[Data for this task]
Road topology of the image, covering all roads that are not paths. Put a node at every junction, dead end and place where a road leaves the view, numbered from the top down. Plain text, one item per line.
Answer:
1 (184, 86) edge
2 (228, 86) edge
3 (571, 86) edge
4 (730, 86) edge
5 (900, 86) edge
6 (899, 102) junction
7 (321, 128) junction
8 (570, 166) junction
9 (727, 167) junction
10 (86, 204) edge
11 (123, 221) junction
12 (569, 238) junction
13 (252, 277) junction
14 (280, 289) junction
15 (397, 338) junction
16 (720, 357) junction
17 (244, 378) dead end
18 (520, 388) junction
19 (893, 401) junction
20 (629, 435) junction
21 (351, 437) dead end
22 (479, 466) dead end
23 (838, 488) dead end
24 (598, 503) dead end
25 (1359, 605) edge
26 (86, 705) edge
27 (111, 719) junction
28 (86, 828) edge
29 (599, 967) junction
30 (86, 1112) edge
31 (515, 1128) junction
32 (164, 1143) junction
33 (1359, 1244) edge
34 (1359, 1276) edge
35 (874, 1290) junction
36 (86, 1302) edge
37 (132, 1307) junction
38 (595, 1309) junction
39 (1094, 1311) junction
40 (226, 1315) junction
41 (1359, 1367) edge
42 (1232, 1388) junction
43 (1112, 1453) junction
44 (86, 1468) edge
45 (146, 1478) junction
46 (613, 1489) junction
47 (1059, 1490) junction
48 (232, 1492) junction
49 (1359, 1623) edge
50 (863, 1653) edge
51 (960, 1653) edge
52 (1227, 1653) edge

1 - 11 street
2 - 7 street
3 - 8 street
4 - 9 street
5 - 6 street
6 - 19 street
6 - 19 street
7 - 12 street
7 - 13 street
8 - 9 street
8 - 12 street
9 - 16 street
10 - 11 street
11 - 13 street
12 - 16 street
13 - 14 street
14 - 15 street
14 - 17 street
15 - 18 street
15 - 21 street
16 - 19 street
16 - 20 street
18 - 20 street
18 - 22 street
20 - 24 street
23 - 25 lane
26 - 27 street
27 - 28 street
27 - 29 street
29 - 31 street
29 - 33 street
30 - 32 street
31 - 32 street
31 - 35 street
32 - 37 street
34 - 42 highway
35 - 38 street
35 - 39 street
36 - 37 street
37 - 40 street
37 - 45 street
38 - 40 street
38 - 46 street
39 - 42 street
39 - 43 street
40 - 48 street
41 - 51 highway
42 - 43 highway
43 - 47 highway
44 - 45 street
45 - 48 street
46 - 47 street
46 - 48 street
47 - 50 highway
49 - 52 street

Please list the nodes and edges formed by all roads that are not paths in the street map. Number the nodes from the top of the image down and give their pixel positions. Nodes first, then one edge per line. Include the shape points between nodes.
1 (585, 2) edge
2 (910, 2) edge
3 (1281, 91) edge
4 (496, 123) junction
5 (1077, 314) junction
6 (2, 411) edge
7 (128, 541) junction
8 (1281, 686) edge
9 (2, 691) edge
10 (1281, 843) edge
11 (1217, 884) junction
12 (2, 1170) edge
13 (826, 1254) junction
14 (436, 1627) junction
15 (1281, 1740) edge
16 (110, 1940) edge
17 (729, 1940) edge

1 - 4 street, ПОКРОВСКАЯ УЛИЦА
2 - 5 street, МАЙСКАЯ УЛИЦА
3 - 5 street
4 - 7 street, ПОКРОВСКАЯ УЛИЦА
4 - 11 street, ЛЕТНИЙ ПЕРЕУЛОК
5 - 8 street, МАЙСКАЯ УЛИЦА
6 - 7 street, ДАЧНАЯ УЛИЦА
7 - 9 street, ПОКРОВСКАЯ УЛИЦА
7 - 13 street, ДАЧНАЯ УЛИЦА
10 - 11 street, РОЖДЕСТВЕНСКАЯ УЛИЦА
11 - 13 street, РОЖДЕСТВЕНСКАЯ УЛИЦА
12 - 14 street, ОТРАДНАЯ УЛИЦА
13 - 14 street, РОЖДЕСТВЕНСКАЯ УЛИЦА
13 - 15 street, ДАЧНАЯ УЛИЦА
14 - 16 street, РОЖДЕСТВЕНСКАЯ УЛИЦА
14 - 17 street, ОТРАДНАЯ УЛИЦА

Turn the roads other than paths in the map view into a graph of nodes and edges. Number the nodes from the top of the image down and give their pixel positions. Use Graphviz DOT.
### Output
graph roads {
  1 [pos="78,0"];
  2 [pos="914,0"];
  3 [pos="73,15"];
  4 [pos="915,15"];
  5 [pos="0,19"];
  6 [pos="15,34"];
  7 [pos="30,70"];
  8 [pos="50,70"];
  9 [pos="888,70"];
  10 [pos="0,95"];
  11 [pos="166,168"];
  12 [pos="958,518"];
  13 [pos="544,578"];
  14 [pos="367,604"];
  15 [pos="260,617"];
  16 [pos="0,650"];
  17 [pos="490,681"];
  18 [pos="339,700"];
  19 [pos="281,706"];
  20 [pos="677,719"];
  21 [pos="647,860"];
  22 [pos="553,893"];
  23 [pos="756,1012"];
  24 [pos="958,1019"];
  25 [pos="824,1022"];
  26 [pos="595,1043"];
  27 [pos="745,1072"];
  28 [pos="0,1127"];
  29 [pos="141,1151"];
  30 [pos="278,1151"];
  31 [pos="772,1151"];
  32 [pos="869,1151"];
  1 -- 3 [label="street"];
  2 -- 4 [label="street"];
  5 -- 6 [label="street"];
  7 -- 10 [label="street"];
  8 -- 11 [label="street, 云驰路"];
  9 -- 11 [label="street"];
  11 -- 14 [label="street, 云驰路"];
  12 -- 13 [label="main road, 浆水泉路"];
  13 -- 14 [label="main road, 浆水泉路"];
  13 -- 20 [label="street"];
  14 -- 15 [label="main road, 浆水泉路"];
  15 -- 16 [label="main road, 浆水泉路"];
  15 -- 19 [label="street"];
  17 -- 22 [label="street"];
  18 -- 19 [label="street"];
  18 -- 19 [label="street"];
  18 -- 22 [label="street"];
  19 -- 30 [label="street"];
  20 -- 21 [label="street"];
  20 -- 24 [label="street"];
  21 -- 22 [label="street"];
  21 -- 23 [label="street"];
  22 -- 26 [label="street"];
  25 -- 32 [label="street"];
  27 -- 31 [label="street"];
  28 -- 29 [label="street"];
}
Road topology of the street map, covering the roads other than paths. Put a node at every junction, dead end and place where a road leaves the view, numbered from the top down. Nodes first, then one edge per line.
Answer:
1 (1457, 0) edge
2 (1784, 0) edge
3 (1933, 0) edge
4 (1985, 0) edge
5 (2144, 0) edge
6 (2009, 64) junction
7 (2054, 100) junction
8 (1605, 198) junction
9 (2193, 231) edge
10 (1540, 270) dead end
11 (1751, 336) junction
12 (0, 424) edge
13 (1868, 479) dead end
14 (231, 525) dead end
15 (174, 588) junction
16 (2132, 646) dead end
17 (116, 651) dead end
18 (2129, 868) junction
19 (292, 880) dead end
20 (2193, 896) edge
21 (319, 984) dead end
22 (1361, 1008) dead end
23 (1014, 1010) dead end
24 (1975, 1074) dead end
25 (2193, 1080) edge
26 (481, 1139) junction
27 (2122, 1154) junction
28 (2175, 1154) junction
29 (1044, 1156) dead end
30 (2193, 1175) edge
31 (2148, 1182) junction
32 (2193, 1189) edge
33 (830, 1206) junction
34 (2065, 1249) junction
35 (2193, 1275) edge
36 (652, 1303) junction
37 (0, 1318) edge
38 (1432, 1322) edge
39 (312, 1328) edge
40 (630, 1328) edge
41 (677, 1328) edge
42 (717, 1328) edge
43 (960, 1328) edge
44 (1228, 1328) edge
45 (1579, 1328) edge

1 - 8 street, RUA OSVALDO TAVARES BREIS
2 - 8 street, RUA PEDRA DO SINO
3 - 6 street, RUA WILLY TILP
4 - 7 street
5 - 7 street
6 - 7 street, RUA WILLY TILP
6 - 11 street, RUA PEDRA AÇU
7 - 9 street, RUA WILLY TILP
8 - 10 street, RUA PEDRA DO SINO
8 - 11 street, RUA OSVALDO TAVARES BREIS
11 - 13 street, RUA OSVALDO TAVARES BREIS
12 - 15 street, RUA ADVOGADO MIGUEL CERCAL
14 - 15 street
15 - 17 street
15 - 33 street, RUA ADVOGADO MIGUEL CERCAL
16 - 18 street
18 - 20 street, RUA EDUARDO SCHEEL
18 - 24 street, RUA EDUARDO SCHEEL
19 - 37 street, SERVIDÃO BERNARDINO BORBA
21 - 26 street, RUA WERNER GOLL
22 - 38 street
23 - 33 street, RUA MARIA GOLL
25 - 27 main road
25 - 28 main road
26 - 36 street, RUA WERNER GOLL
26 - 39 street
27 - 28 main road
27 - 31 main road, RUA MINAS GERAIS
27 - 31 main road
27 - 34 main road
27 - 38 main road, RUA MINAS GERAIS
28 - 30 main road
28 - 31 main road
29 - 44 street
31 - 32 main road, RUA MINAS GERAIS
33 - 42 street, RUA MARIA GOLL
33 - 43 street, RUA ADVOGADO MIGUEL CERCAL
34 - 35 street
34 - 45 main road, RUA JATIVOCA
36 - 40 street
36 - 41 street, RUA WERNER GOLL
[/Data for this task]
Task goal
What lines of the preceding data include the string "OSVALDO"? Pull them out.

Solved exercise
1 - 8 street, RUA OSVALDO TAVARES BREIS
8 - 11 street, RUA OSVALDO TAVARES BREIS
11 - 13 street, RUA OSVALDO TAVARES BREIS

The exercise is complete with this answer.